TASK TO COMPLETE
Working through the entries below, find how many lines include "Rialto", then write only that number.

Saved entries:
++++

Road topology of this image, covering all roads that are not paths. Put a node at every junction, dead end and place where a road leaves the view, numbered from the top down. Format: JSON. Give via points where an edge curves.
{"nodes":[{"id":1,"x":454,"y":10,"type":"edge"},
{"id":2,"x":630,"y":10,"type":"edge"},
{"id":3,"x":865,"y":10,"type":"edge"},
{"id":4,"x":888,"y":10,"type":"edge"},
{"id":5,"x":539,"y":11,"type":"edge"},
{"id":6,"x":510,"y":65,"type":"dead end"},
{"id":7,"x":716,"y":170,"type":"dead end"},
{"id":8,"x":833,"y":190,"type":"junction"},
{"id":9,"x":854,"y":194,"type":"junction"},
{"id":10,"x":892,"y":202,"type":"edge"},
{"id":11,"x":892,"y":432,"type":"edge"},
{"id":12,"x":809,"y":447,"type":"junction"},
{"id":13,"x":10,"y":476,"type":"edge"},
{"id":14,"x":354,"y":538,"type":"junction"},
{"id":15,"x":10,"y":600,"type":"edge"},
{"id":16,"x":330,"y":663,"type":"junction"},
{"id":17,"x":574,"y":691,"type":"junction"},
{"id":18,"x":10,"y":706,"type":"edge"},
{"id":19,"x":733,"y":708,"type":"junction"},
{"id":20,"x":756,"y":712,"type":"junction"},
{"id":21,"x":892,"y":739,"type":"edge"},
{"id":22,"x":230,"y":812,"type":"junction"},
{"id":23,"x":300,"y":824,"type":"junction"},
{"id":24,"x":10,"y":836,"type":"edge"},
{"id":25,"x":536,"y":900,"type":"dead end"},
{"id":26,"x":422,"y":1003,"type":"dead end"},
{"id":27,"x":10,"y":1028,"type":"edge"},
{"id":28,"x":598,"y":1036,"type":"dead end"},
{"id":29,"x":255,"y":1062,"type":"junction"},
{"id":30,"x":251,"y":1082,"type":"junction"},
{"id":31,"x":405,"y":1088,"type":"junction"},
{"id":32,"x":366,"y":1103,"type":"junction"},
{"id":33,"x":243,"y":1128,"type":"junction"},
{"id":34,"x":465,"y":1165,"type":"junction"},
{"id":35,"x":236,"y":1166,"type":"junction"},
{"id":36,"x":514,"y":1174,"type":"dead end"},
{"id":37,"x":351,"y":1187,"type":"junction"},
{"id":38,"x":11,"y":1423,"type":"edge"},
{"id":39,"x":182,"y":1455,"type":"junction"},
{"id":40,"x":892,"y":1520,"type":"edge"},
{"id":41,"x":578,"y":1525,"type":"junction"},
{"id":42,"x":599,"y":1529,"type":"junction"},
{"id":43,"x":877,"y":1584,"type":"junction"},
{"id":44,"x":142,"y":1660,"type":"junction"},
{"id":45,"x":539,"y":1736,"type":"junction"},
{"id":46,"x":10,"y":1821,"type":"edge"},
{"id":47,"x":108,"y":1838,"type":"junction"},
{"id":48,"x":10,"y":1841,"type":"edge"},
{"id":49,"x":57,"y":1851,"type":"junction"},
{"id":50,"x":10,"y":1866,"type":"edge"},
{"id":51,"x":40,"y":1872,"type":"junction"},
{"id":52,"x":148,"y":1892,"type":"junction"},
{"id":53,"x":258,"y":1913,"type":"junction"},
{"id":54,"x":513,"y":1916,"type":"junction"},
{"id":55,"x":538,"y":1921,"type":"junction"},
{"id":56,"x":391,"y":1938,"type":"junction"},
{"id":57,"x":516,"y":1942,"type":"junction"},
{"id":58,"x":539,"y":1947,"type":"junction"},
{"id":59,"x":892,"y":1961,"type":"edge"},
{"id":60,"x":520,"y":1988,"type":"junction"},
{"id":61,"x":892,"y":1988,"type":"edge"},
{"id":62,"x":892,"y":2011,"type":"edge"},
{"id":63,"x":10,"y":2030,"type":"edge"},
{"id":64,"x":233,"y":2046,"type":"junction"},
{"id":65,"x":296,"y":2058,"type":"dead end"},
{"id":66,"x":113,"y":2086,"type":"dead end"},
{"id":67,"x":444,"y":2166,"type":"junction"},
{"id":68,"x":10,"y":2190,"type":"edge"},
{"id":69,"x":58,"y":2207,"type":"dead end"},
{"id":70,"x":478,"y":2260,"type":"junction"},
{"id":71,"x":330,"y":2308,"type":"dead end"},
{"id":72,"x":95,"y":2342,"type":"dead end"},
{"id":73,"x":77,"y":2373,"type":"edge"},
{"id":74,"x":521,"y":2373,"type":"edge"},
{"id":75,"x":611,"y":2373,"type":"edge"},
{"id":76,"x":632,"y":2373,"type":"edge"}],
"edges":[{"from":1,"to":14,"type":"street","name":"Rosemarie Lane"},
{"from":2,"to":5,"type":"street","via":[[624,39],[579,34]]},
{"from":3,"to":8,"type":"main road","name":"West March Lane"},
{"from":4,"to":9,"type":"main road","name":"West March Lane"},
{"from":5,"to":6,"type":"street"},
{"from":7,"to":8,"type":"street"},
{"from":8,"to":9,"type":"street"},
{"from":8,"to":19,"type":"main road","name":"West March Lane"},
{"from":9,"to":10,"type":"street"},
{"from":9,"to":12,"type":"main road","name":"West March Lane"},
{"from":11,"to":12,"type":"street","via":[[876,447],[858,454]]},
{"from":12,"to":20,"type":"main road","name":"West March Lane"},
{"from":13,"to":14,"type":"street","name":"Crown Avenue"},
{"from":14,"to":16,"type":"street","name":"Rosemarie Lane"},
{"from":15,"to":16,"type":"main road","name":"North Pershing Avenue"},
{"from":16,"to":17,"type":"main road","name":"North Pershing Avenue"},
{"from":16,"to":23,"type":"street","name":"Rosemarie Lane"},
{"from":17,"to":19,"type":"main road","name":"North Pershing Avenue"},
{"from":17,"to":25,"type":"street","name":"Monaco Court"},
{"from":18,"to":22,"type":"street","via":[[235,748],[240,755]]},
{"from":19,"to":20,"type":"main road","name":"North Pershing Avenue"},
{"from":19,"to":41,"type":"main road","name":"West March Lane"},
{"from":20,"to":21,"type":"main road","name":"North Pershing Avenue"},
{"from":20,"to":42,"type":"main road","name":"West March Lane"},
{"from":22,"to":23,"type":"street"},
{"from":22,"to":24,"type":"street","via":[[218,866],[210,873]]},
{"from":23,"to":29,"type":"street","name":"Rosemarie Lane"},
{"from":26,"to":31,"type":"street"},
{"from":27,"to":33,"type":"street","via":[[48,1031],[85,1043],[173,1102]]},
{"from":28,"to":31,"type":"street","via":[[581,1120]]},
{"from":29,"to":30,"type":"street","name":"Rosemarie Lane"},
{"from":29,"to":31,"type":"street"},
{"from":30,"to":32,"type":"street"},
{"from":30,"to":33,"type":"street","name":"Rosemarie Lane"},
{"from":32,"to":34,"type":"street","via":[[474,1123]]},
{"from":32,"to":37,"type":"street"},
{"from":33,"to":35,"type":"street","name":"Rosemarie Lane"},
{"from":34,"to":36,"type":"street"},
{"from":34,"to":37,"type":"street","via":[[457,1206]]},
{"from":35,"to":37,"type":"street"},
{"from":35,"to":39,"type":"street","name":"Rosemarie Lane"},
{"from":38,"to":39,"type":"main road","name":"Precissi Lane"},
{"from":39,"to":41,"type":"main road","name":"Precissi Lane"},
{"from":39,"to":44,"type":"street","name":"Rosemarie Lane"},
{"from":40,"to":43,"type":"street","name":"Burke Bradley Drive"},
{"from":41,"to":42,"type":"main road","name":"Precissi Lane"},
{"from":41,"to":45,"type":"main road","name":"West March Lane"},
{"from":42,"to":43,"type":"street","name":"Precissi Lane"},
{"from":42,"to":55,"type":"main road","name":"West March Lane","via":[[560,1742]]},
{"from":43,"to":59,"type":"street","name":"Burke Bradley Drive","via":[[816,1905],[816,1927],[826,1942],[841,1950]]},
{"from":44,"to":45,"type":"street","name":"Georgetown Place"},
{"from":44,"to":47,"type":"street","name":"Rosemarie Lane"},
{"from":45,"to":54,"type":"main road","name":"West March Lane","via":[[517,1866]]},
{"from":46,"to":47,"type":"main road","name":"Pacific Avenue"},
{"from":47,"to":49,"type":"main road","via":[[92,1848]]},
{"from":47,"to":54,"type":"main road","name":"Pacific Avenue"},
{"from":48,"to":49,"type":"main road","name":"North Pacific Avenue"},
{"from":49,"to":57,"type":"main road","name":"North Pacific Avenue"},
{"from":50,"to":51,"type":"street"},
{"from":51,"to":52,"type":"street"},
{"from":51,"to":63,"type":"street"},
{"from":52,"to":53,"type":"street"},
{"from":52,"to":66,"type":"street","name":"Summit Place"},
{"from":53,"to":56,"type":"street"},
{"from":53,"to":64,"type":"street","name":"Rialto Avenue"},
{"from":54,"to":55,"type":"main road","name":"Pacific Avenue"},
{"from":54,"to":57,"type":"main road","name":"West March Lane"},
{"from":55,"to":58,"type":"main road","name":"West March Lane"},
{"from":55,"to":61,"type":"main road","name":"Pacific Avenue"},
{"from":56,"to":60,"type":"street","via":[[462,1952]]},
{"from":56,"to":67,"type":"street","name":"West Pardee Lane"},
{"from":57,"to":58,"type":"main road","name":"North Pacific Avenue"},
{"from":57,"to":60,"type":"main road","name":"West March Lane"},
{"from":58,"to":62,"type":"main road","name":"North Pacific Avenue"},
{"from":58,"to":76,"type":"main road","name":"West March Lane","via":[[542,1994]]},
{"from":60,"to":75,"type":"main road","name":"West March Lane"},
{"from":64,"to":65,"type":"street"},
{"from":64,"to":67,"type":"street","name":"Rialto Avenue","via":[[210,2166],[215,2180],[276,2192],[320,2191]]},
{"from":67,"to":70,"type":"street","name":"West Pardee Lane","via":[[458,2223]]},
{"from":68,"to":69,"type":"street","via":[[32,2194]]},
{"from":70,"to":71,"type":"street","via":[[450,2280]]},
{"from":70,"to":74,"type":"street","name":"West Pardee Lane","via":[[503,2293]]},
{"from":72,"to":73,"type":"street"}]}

++++

REPLY
2